**DATA UNDER STUDY**.
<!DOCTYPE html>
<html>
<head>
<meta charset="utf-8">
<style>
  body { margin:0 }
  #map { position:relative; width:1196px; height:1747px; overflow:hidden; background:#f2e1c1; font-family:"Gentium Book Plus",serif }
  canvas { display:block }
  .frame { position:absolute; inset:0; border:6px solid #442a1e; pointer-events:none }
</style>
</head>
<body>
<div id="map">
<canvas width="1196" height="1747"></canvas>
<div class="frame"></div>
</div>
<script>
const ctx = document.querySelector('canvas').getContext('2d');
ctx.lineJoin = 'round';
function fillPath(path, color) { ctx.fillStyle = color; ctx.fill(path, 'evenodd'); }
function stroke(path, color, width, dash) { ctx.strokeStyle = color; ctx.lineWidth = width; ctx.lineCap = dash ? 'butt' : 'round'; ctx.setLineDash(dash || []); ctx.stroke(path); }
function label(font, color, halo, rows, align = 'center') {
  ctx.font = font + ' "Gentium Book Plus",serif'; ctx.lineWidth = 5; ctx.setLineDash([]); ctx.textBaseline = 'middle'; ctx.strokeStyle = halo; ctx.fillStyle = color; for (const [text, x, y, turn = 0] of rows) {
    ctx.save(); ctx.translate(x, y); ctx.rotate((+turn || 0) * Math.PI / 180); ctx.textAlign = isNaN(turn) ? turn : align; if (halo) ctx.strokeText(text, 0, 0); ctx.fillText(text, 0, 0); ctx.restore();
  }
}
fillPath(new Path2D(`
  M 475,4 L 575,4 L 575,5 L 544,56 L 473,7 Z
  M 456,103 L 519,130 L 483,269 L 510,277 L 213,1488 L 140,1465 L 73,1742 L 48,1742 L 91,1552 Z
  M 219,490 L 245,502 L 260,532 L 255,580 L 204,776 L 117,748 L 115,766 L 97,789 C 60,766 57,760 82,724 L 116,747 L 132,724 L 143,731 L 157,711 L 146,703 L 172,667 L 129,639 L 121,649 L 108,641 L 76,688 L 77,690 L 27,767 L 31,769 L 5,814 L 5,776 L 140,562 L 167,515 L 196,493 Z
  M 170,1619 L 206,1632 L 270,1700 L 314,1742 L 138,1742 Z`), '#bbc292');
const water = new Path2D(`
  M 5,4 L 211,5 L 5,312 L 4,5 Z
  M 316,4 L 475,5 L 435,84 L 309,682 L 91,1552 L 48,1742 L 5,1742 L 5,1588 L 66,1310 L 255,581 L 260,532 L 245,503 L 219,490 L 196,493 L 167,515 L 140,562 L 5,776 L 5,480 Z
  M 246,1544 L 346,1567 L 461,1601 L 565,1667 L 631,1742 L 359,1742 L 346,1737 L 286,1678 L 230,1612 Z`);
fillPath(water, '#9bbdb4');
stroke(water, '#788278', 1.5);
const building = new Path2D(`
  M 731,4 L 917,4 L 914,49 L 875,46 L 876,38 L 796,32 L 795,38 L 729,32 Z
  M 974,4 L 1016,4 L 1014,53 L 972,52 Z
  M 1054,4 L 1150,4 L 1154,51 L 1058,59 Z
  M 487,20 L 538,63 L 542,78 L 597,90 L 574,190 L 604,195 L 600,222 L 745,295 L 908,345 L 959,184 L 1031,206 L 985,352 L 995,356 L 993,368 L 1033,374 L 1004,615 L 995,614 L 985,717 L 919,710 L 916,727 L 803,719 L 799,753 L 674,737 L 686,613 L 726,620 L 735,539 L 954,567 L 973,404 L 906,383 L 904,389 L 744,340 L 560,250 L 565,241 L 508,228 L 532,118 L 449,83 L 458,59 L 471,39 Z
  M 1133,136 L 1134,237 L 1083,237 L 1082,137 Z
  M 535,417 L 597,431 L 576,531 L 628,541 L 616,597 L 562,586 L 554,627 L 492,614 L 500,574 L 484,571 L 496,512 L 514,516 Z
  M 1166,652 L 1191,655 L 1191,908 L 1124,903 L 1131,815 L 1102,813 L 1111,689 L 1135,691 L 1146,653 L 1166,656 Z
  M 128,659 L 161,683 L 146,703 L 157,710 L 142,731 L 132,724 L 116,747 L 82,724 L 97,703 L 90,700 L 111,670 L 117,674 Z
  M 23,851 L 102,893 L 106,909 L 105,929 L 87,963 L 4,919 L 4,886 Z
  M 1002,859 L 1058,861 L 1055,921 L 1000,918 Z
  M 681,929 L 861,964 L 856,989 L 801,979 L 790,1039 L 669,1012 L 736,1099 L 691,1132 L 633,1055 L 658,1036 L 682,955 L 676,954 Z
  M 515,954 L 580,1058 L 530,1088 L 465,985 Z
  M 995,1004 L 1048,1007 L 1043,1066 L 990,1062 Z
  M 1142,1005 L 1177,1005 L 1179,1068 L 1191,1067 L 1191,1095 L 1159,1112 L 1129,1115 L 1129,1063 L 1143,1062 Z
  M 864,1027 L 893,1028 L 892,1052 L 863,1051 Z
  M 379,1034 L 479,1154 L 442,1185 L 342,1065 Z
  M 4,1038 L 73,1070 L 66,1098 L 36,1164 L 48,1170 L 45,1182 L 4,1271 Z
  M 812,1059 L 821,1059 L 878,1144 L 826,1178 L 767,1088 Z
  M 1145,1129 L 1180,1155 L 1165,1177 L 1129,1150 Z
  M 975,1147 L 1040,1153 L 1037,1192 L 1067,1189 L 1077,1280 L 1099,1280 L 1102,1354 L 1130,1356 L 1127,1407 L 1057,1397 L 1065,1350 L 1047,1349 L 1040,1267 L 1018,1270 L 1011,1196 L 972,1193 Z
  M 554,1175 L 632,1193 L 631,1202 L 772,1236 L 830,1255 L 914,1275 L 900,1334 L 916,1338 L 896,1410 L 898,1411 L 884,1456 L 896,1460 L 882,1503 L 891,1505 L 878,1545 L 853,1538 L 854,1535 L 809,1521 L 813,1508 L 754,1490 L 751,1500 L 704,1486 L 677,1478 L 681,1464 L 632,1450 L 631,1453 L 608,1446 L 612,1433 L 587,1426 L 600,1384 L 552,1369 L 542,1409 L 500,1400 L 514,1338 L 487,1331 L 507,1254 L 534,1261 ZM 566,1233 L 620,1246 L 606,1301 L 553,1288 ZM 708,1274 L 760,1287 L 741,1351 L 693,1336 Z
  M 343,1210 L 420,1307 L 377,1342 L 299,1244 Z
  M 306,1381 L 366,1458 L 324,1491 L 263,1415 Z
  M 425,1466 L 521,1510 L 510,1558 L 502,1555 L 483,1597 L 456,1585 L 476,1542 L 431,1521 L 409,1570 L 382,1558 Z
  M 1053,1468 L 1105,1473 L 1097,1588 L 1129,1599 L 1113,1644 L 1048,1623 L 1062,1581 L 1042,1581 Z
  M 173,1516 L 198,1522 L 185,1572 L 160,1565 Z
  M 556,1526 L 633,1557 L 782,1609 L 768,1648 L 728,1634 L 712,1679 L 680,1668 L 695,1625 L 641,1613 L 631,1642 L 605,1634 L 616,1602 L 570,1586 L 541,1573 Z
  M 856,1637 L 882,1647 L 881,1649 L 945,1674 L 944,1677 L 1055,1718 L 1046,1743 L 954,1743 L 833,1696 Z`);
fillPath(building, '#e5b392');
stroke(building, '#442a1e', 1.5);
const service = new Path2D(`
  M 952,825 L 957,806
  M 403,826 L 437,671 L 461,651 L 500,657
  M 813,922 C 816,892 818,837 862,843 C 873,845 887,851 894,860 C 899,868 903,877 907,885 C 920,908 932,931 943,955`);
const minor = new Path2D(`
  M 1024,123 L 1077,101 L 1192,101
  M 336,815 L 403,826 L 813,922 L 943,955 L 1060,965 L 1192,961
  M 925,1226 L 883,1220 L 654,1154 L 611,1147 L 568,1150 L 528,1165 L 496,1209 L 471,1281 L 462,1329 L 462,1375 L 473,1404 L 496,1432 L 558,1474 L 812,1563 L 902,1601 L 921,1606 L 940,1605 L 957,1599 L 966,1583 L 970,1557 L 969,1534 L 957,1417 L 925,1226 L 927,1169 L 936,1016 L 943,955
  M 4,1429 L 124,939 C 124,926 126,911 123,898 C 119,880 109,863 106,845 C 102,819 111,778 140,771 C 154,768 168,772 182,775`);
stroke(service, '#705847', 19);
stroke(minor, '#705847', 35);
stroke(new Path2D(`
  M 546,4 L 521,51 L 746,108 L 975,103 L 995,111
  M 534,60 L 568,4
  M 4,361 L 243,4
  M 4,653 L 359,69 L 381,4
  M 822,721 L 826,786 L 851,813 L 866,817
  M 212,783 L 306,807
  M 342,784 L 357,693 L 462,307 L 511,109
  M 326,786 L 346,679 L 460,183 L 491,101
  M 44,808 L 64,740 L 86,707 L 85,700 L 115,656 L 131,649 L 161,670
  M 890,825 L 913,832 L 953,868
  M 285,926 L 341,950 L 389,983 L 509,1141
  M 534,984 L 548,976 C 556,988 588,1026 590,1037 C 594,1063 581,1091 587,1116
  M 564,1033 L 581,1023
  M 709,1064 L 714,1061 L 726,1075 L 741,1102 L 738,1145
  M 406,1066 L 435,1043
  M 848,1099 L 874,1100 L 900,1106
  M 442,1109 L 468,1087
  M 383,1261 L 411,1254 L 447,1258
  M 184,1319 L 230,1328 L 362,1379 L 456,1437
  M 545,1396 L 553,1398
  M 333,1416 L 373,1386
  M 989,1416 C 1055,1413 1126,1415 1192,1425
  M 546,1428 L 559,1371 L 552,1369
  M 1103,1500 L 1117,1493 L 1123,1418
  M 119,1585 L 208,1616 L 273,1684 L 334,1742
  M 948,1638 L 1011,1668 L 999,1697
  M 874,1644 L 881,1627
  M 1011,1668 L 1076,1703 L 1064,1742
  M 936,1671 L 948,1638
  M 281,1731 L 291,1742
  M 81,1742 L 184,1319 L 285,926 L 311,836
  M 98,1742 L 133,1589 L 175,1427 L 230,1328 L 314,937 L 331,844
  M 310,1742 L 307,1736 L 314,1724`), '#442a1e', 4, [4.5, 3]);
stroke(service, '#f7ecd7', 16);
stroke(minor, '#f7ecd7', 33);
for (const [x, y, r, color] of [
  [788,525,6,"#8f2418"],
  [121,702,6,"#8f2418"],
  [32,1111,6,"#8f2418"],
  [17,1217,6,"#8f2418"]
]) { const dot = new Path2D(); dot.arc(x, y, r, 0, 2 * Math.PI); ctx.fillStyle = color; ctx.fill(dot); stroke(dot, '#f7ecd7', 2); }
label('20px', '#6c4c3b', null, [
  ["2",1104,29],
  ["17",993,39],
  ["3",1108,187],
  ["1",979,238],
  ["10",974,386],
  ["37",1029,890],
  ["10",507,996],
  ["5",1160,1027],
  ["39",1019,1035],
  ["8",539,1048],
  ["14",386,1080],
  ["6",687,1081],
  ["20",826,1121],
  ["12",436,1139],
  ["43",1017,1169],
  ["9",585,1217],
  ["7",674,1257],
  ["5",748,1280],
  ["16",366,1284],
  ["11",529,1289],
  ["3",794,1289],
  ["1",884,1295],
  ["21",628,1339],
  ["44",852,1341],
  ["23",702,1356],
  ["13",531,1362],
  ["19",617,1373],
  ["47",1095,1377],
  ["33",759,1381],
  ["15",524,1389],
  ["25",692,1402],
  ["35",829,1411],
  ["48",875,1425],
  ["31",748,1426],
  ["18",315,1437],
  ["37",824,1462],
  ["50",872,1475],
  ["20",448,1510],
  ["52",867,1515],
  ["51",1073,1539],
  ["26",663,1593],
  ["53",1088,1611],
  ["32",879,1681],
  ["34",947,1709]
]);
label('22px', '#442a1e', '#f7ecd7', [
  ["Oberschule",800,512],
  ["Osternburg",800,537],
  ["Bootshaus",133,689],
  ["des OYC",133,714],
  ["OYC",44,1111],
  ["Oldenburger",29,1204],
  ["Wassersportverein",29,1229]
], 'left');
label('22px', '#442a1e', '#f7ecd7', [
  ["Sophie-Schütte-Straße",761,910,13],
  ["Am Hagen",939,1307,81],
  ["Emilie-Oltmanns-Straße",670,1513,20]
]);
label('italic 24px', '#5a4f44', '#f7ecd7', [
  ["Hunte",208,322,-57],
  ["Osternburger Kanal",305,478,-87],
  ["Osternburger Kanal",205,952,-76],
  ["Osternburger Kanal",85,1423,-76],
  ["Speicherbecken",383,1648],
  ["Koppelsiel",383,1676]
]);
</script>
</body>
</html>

---

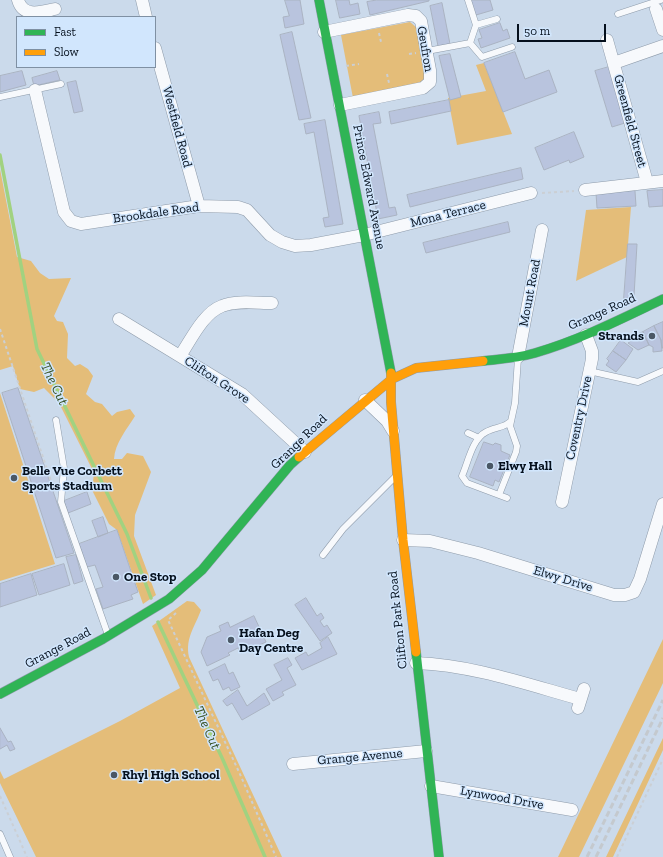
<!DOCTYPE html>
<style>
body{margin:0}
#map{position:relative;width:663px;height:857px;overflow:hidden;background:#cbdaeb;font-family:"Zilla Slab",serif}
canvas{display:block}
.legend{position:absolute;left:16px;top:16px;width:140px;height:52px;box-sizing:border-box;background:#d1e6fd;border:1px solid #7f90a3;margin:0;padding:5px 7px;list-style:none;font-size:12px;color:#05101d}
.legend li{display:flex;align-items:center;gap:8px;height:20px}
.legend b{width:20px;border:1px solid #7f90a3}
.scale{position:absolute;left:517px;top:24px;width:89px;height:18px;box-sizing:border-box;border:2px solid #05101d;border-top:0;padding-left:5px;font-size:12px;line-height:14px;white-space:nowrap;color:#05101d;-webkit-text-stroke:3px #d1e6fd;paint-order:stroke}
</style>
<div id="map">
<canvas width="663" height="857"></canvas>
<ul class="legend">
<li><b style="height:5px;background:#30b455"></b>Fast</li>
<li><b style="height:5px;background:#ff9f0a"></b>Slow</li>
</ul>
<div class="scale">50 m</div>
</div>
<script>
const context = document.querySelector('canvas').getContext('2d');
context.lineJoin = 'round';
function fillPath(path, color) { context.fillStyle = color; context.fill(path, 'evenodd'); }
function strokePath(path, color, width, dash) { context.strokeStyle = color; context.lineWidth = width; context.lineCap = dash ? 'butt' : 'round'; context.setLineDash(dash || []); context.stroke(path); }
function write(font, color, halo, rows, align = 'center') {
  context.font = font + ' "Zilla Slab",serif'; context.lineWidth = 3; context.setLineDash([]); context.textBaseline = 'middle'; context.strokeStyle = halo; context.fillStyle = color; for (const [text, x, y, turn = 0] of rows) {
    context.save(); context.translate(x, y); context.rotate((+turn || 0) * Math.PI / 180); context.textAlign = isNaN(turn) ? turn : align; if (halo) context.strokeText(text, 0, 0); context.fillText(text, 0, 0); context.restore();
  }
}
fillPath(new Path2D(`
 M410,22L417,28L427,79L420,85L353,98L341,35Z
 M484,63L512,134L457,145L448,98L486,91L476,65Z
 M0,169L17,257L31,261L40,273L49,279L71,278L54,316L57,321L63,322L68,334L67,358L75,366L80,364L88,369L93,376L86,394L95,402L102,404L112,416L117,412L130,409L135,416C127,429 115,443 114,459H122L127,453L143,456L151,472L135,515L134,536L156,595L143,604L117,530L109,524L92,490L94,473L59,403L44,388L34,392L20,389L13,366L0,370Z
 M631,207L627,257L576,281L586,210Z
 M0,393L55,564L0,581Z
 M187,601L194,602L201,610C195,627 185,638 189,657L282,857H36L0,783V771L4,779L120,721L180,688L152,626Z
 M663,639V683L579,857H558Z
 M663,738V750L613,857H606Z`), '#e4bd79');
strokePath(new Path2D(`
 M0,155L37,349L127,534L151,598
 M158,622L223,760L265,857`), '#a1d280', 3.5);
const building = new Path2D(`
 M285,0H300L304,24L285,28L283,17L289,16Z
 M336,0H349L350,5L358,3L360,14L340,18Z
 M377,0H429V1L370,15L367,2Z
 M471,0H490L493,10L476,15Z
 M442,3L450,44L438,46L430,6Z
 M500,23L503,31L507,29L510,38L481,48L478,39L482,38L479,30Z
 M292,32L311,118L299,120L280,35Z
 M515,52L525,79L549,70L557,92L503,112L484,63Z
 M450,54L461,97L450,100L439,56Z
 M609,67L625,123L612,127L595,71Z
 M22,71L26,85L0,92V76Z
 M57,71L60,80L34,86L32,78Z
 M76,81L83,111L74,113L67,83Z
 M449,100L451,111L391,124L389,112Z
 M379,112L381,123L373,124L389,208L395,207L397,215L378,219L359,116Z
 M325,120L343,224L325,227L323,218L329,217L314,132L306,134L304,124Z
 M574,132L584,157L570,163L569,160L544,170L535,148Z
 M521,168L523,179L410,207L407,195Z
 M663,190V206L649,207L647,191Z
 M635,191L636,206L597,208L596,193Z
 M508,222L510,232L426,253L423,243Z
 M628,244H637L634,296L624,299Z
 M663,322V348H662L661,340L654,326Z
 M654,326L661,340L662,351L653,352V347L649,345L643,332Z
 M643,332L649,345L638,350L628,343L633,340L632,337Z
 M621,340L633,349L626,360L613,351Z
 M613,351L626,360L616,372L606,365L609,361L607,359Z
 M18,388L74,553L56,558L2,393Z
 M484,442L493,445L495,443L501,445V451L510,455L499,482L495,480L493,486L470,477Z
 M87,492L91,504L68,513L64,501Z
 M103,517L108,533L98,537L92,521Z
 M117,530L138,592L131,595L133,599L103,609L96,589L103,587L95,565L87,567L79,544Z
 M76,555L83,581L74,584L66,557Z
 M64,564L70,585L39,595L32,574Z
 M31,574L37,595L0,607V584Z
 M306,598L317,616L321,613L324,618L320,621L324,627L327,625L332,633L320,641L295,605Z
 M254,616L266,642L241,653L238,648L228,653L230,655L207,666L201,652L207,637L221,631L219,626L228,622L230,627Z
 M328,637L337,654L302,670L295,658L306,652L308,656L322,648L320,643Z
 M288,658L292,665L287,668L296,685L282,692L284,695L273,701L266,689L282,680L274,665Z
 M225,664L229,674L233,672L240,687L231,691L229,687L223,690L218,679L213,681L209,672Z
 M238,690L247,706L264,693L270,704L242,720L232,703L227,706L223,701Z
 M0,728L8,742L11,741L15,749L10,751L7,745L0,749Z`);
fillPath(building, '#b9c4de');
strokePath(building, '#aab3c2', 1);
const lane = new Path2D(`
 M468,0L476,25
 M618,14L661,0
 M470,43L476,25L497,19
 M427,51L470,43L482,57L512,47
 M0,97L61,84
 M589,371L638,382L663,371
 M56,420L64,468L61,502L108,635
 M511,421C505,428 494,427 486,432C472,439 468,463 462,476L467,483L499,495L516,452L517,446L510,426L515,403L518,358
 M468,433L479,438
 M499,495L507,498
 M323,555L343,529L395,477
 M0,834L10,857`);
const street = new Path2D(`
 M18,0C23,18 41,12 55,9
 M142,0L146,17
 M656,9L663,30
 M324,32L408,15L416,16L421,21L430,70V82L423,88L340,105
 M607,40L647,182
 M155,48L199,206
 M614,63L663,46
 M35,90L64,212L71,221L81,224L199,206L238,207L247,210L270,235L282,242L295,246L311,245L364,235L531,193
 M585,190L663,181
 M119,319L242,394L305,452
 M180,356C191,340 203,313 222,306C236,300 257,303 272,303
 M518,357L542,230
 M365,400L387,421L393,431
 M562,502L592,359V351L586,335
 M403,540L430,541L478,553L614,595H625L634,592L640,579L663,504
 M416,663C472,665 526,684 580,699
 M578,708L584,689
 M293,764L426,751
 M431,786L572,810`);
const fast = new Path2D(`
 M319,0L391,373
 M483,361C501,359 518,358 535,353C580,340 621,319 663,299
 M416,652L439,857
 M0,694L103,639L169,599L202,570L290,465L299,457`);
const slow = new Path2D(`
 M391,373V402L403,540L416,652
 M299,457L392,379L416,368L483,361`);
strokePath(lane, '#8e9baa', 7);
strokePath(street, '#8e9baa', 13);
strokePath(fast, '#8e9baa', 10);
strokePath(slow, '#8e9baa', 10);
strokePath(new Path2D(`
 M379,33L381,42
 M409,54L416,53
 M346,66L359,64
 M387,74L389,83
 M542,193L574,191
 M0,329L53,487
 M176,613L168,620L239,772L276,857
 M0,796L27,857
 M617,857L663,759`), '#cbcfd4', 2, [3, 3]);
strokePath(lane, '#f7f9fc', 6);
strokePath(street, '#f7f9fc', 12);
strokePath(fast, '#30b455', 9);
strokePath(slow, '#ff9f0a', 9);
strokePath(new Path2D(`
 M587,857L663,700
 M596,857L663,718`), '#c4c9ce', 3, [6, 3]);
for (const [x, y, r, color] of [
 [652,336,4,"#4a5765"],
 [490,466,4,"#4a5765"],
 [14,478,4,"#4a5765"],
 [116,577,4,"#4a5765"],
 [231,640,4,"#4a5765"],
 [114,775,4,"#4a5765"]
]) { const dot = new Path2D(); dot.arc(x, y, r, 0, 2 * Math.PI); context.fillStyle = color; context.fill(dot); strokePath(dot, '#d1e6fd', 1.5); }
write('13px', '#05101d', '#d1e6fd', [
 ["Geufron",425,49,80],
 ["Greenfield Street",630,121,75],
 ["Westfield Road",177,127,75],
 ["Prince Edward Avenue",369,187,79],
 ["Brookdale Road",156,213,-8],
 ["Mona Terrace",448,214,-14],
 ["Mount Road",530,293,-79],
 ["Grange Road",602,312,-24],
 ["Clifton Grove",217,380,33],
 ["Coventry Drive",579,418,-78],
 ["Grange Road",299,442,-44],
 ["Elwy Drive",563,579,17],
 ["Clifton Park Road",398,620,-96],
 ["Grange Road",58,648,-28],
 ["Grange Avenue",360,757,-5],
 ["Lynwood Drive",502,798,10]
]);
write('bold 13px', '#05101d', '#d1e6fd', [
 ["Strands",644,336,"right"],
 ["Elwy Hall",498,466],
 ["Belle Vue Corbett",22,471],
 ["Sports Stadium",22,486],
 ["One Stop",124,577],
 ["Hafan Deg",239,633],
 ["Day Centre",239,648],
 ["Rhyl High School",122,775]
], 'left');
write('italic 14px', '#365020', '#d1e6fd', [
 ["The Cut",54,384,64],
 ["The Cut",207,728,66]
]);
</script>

**BRIEF**. Send back an exact copy of only the lines from the line with "const ctx = document.querySelector('canvas').getContext('2d');" up to and including the line with "M 5,4 L 211,5 L 5,312 L 4,5 Z" in the data above.

**TASK OUTPUT**.
const ctx = document.querySelector('canvas').getContext('2d');
ctx.lineJoin = 'round';
function fillPath(path, color) { ctx.fillStyle = color; ctx.fill(path, 'evenodd'); }
function stroke(path, color, width, dash) { ctx.strokeStyle = color; ctx.lineWidth = width; ctx.lineCap = dash ? 'butt' : 'round'; ctx.setLineDash(dash || []); ctx.stroke(path); }
function label(font, color, halo, rows, align = 'center') {
  ctx.font = font + ' "Gentium Book Plus",serif'; ctx.lineWidth = 5; ctx.setLineDash([]); ctx.textBaseline = 'middle'; ctx.strokeStyle = halo; ctx.fillStyle = color; for (const [text, x, y, turn = 0] of rows) {
    ctx.save(); ctx.translate(x, y); ctx.rotate((+turn || 0) * Math.PI / 180); ctx.textAlign = isNaN(turn) ? turn : align; if (halo) ctx.strokeText(text, 0, 0); ctx.fillText(text, 0, 0); ctx.restore();
  }
}
fillPath(new Path2D(`
  M 475,4 L 575,4 L 575,5 L 544,56 L 473,7 Z
  M 456,103 L 519,130 L 483,269 L 510,277 L 213,1488 L 140,1465 L 73,1742 L 48,1742 L 91,1552 Z
  M 219,490 L 245,502 L 260,532 L 255,580 L 204,776 L 117,748 L 115,766 L 97,789 C 60,766 57,760 82,724 L 116,747 L 132,724 L 143,731 L 157,711 L 146,703 L 172,667 L 129,639 L 121,649 L 108,641 L 76,688 L 77,690 L 27,767 L 31,769 L 5,814 L 5,776 L 140,562 L 167,515 L 196,493 Z
  M 170,1619 L 206,1632 L 270,1700 L 314,1742 L 138,1742 Z`), '#bbc292');
const water = new Path2D(`
  M 5,4 L 211,5 L 5,312 L 4,5 Z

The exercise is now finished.